Is the date the interest rate changes (adjusts)
What is the deposit made by a potential buyer to show he is serious about buying a house called?
It is called an Earnest Money Deposit.
A right-of-way which gives persons other than the owner access to or over a property is known as an _____________.
Essement.
Which best describes a “subdivision”?
A housing development created by dividing a tract of land into individual lots.
When a person contributes to the construction or rehabilitation of a property with labor or services rather than cash, that contribution is called?
Sweat equity.
A two-step mortgage is defined as
It starts out with one rate for the first five or seven years and then changes to a different rate for the remainder of the term of the mortgage amortization.
A legal document evidencing a person’s right to or ownership of a property is called a ?
Title.
If you were buying a house that included furnishings, you would receive a written document transferring title to the personal property. This document is called a?
Bill of Sale.
An oral or written agreement that is binding in a court of law is called a?
Contract.
The part of the purchase price of a property that the buyer pays in cash and does not finance with the mortgage is called the?
Down payment.
A female named in a will to administer an estate is called an?
Executrix.
The greatest possible interest a person can have in real estate is called?
Fee Simple.
Required for properties located in federally designated flood areas, this type of insurance compensates for physical property damage resulting from flooding. What it is called?
Flood Insurance.
The following is true of a government loan.

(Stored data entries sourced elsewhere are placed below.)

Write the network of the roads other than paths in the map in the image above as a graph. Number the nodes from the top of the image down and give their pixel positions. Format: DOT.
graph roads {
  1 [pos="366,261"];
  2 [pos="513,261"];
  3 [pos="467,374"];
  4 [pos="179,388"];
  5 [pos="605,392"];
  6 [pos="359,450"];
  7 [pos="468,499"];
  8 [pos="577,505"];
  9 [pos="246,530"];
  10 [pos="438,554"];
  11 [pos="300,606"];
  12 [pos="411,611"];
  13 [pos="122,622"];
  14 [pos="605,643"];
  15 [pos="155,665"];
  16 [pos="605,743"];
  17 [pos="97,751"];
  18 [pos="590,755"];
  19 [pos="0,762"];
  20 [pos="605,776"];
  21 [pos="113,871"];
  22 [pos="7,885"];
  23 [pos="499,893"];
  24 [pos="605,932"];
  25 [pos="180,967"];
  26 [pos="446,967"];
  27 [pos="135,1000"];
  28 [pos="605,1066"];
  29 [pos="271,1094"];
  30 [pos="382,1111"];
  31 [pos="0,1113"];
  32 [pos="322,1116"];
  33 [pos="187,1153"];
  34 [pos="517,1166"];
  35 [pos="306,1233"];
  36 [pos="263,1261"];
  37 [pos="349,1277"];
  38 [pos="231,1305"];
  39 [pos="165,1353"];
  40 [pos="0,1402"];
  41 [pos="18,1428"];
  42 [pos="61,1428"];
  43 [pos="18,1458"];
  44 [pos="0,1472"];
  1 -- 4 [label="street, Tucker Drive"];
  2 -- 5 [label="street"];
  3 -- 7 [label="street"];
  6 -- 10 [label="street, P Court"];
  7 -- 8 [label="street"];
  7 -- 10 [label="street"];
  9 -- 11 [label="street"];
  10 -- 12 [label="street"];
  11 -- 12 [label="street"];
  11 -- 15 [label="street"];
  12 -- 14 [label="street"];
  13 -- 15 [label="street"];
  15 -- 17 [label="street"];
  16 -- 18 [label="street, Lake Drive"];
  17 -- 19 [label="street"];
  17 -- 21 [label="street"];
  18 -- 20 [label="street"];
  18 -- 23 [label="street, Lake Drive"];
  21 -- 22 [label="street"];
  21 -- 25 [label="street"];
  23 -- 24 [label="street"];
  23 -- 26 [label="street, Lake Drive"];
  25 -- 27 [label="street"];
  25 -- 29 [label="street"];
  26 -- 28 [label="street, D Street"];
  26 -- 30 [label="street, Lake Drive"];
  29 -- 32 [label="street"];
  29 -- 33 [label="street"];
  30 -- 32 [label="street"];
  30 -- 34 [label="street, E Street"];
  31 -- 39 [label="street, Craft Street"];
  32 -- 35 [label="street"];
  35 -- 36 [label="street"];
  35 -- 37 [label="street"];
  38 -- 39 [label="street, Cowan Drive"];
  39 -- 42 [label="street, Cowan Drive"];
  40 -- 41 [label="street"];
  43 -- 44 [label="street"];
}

They are either insured by FHA, guaranteed by VA or RHS. Mortgages that are not government loans are called conventional loans.
The person conveying an interest in real property is called?
The Grantor.
Insurance that covers in the event of physical damage to a property from fire, wind, vandalism, or other hazards is called?
Hazard Insurance.
A Liquid Asset is?
A cash asset or an asset easily turned into cash.
Another term for the Lender in a mortgage agreement is the?
Mortgagee.
If you are buying a house and asking the Seller to provide all or part of the financing, you are asking for ______________ financing.
Owner financing.
A point is?
1% of the amount of the mortgage.
What does a power of attorney grant, someone?
A power of attorney derives power from a legal document and grants someone complete or limited authority on behalf of someone.
The principal is?
The amount borrowed or remaining unpaid, as well as the part of the monthly payment that reduces the remaining balance of the mortgage.
A promissory note is?
Is a written promise to repay a specific amount over a specific period of time.
Which of the following best describes a real estate agent?
Is a licensed person who negotiates and transacts the sale of real estate.
When does an assumption take place?
When the buyer assumes the seller’s mortgage.
A legal document conveying title to a property is called a?
Deed.
If you have a loan and transfer the title to another individual without informing the lender, it is likely that the lender will demand payment of the outstanding loan balance. He is able to do this because of a clause in your mortgage called the?
Acceleration Clause.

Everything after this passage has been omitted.